157 In order to protect the host kernel from a compromised Sentry, we wrap it around
158 many security and isolations features to ensure only the minimal set of
159 functionality from the host kernel is exposed.
160
161 ![Figure 1](/assets/images/2020-09-18-containing-a-real-vulnerability-figure1.png "Protection layers.")
162
163 First, the sandbox runs inside a cgroup that can limit and throttle host
164 resources being used. Second, the sandbox joins empty namespaces, including user
165 and mount, to further isolate from the host. Next, it changes the process root
166 to a read-only directory that contains only `/proc` and nothing else. Then, it
167 executes with the unprivileged user/group
168 [`nobody`](https://en.wikipedia.org/wiki/Nobody_\(username\)) with all
169 capabilities stripped. Last and most importantly, a seccomp filter is added to
170 tightly restrict what parts of the Linux syscall surface that gVisor is allowed
171 to access. The allowed host surface is a far smaller set of syscalls than the
172 Sentry implements for applications to use. Not only restricting the syscall
173 being called, but also checking that arguments to these syscalls are within the
174 expected set. Dangerous syscalls like <code>execve(2)</code>,
175 <code>open(2)</code>, and <code>socket(2)</code> are prohibited, thus an
176 attacker isn’t able to execute binaries or acquire new resources on the host.
177
178 if there were a vulnerability in gVisor that allowed an attacker to execute code
179 inside the Sentry, the attacker still has extremely limited privileges on the
180 host. In fact, a compromised Sentry is much more restricted than a
181 non-compromised regular container. For CVE-2020-14386 in particular, the attack
182 would be blocked by more than one security layer: non-privileged user, no
183 capability, and seccomp filters.
184
185 Although the surface is drastically reduced, there is still a chance that there
186 is a vulnerability in one of the allowed syscalls. That’s why it’s important to
187 keep the surface small and carefully consider what syscalls are allowed.
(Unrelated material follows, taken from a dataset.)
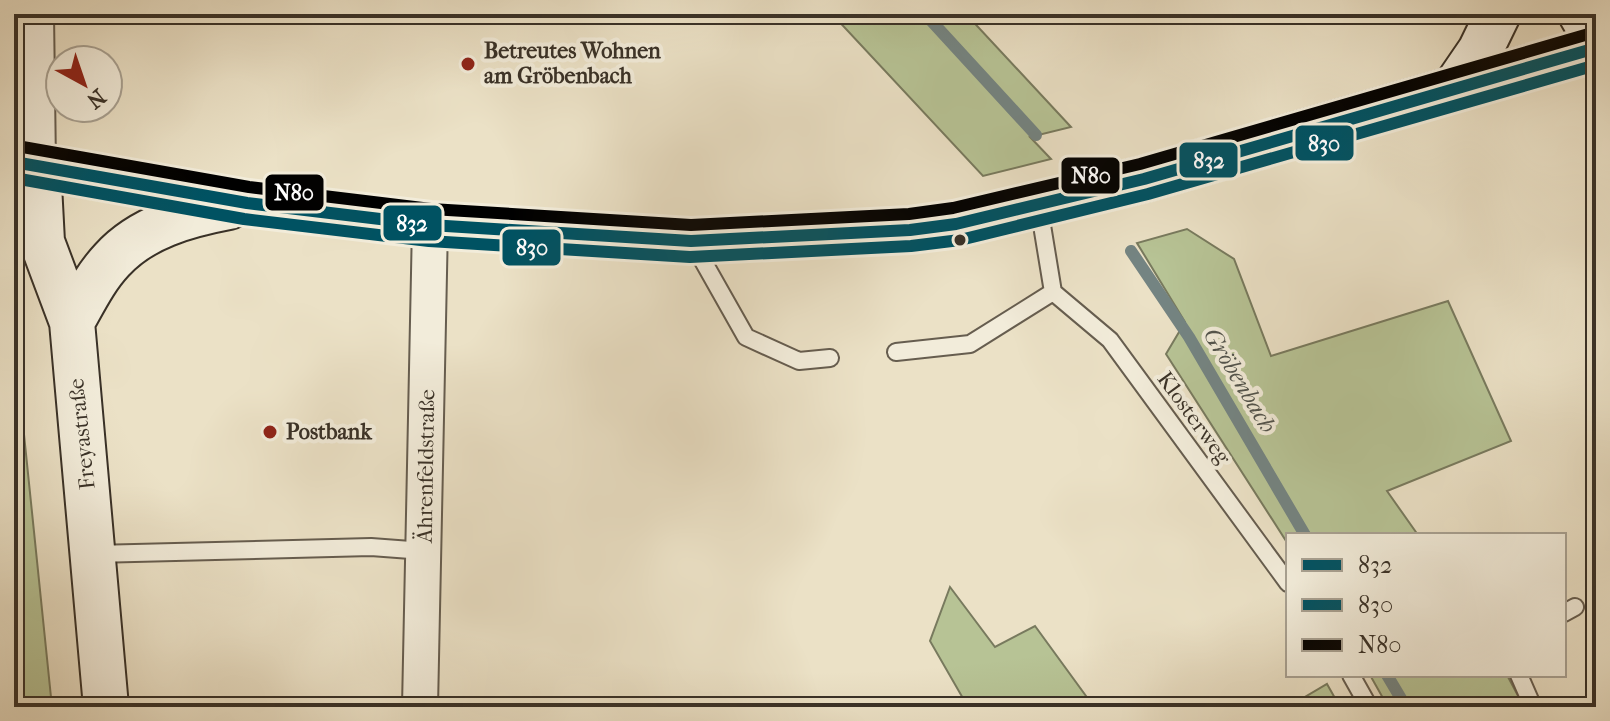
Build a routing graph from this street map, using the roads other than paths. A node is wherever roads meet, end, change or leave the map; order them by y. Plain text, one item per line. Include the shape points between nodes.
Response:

You can
188 find the full set of allowed syscalls
189 [here](https://cs.opensource.google/gvisor/gvisor/+/master:runsc/boot/filter/).
190
191 Another possible attack vector is resources that are present in the Sentry, like
192 open file descriptors. The Sentry has file descriptors that an attacker could
193 potentially use, such as log files, platform files (e.g. `/dev/kvm`), an RPC
194 endpoint that allows external communication with the Sentry, and a Netstack
195 endpoint that connects the sandbox to the network. The Netstack endpoint in
196 particular is a concern because it gives direct access to the network. It’s an
197 `AF_PACKET` socket that allows arbitrary L2 packets to be written to the
198 network. In the normal case, Netstack assembles packets that go out the network,
199 giving the container control over only the payload. But if the Sentry is
200 compromised, an attacker can craft packets to the network. In many ways this is
201 similar to anyone sending random packets over the internet, but still this is a
202 place where the host kernel surface exposed is larger than we would like it to
203 be.
204
205 ## Conclusion
206
207 Security comes with many tradeoffs that are often hard to make, such as the
208 decision to disable raw sockets by default. However, these tradeoffs have served
209 us well, and we've found them to have paid off over time. CVE-2020-14386 offers
210 great insight into how multiple layers of protection can be effective against
211 such an attack.
212
213 We cannot guarantee that a container escape will never happen in gVisor, but we
214 do our best to make it as hard as we possibly can.
215
216 If you have not tried gVisor yet, it’s easier than you think. Just follow the
217 steps [here](https://gvisor.dev/docs/user_guide/install/).
218 <br>
219 <br>
220
221 --------------------------------------------------------------------------------
222
223 [^1]: Those packets are eventually handled by the host, as it needs to route
224 them to local containers or send them out the NIC. The packet will be
225 handled by many switches, routers, proxies, servers, etc. along the way,
226 which may be subject to their own vulnerabilities.